Requesting Help with Optimizing Code

Thu Apr 8 03:25:39 UTC 2021

On Thursday, 8 April 2021 at 01:24:23 UTC, Kyle Ingraham wrote:
> The issue I have is with performance.

This belongs in the "Learn" forum, I think.

> With a few optimizations found with profiling I have been able
> to drop processing time from ~10.8 to ~6.2 seconds for a 16
> megapixel test image. That still feels like too long however.
> Image editing programs are usually much faster.

I agree, intuitively that sounds like there is a lot of room for 
further optimization.

> Functions found through profiling to be taking most time:
> * Chromatic adaptation: 
> https://github.com/kyleingraham/photog/blob/up-chromadapt-perf/source/photog/color.d#L354
> * RGB to XYZ: 
> https://github.com/kyleingraham/photog/blob/up-chromadapt-perf/source/photog/color.d#L142
> * XYZ to RGB: 
> https://github.com/kyleingraham/photog/blob/up-chromadapt-perf/source/photog/color.d#L268

This is very high level code, of a sort which depends heavily on 
inlining, loop unrolling and/or auto-vectorization, and a few 
other key optimizations to perform well. So, I really can't tell 
which parts are likely to compile down to good ASM just from 
skimming it.

Personally, I try to stick to `static foreach` and normal runtime 
loops for the inner loops of really CPU-intensive stuff like 
this, so that it's easier to see from the source code what the 
ASM will look like. With inlining and value range propagation 
it's definitely possible to get good performance out of 
range-based or functional-style code, but it's harder because the 
D source code is that much further away from what the CPU will 
actually do.

All that said, I can offer a few tips which may or may not help 
here:

The only concrete floating-point type I see mentioned in those 
functions is `double`, which is almost always extreme overkill 
for color calculations. You should probably be using `float` (32 
bits per channel), instead. Even half-precision (16 bits per 
channel) is more than the human eye can distinguish. The extra 13 
bits of precision offered by `float` should be more than 
sufficient to absorb any rounding errors.

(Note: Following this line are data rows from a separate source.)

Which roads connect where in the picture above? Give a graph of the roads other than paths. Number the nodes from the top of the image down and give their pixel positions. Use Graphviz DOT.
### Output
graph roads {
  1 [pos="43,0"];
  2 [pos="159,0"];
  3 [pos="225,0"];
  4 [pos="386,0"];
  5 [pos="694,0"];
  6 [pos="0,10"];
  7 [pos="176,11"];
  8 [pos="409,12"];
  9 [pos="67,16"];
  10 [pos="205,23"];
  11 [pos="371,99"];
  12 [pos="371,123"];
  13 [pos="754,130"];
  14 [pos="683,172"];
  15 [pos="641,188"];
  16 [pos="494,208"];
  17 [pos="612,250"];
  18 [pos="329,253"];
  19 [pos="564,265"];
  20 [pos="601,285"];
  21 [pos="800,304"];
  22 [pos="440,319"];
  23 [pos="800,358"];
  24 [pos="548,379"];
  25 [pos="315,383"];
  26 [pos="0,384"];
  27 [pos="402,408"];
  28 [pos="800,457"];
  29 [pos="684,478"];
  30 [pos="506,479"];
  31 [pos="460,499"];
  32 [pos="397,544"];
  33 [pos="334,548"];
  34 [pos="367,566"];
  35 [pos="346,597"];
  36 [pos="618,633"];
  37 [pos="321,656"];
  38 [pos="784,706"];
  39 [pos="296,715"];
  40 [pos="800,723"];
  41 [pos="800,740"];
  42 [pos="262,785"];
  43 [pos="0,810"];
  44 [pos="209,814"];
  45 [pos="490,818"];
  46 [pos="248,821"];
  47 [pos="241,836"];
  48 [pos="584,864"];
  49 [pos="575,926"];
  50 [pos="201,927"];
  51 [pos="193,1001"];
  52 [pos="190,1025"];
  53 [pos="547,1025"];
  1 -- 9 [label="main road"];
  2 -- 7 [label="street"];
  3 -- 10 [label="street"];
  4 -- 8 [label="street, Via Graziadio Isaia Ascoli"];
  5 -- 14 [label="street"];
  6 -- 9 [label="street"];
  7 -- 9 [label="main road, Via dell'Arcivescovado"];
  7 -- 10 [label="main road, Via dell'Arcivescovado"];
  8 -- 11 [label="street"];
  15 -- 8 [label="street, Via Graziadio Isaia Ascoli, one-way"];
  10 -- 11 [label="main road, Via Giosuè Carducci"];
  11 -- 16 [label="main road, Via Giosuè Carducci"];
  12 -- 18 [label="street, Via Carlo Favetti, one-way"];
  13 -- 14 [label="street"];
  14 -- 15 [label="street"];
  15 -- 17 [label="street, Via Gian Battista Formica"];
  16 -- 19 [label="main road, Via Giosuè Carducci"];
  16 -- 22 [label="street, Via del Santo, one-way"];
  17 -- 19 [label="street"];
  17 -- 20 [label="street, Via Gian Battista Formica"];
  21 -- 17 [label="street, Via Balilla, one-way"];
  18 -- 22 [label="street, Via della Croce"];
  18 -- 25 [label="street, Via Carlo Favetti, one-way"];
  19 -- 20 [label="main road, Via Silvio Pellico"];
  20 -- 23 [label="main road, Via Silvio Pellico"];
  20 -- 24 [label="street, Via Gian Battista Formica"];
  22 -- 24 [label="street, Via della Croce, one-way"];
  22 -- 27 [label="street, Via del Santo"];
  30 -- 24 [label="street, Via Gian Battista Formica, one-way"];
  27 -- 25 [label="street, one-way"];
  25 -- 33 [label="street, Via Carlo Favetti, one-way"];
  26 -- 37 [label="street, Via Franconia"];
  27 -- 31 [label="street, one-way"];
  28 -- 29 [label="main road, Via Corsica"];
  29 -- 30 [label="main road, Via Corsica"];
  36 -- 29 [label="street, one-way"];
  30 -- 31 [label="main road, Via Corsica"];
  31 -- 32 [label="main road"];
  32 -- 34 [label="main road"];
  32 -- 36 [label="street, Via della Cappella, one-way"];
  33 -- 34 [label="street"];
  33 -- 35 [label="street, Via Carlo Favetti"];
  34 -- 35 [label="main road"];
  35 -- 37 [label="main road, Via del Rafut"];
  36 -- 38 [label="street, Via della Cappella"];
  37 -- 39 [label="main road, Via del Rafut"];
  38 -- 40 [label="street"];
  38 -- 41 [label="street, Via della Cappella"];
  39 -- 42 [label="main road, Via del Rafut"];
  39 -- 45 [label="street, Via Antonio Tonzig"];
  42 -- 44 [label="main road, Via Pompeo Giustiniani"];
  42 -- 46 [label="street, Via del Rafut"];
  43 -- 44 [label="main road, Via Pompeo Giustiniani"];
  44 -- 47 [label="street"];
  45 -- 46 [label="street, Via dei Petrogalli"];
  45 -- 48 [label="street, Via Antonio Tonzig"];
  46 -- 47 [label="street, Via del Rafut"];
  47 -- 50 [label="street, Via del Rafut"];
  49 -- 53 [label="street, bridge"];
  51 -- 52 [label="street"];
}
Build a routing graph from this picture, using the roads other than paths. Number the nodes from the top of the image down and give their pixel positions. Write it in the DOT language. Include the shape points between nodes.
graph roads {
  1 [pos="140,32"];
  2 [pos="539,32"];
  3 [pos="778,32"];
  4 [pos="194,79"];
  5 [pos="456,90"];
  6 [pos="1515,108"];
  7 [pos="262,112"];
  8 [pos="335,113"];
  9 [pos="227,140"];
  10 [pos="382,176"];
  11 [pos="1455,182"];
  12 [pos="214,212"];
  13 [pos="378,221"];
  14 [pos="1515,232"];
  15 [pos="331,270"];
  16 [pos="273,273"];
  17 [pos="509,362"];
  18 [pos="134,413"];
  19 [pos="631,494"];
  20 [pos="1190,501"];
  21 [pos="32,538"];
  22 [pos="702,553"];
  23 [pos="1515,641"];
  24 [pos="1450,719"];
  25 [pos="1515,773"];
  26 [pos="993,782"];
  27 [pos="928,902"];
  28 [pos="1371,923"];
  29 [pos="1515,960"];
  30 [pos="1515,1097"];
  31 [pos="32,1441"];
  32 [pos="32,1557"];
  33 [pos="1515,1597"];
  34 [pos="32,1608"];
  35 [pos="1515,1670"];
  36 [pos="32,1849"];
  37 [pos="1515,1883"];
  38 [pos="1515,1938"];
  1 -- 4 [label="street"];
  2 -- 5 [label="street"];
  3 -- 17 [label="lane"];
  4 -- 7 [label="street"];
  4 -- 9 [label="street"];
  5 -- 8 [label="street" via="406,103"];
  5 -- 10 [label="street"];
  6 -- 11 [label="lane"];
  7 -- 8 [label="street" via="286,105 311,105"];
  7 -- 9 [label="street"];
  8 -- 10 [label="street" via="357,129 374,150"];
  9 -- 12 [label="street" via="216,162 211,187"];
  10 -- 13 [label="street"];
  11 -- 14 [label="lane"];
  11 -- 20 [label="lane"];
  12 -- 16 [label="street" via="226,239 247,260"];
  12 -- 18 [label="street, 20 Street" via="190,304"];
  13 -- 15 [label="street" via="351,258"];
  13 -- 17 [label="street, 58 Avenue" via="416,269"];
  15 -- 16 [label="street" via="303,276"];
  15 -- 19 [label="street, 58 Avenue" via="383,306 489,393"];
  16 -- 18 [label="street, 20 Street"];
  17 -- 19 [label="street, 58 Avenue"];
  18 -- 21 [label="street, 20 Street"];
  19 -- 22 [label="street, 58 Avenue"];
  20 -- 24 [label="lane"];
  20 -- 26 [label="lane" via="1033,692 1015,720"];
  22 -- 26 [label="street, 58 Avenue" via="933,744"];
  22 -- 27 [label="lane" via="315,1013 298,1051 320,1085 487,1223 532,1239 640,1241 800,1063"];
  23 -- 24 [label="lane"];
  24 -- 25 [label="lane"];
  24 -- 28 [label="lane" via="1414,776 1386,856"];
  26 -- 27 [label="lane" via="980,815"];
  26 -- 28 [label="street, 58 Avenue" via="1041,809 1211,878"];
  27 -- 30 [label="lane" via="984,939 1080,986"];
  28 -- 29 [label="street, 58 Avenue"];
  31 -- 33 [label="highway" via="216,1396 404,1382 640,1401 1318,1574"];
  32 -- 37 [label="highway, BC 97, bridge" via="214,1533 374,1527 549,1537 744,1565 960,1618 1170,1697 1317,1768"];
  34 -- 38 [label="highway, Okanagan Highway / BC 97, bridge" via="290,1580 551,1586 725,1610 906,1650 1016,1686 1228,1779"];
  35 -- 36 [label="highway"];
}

Structure your loops (or functional equivalents) such that the 
"for each pixel" loop is the outermost, or as far out as you can 
get it. Do as much as you can with each pixel while it is still 
in registers or L1 cache. Otherwise, you may end up bottle-necked 
by memory bandwidth.

Make sure you have optimizations enabled, especially cross module 
inlining, -O3, the most recent SIMD instruction set you are 
comfortable requiring (almost everyone in the developed world now 
has Intel SSE4 or ARM Neon), and fused multiply add/subtract.

There will always be three primary colors throughout the entire 
maintenance life of your code, so just go ahead and specialize 
for that. You don't need a generic matrix multiplication 
algorithm, for instance. A specialized 3x3 or 4x4 version could 
be branchless and SIMD accelerated.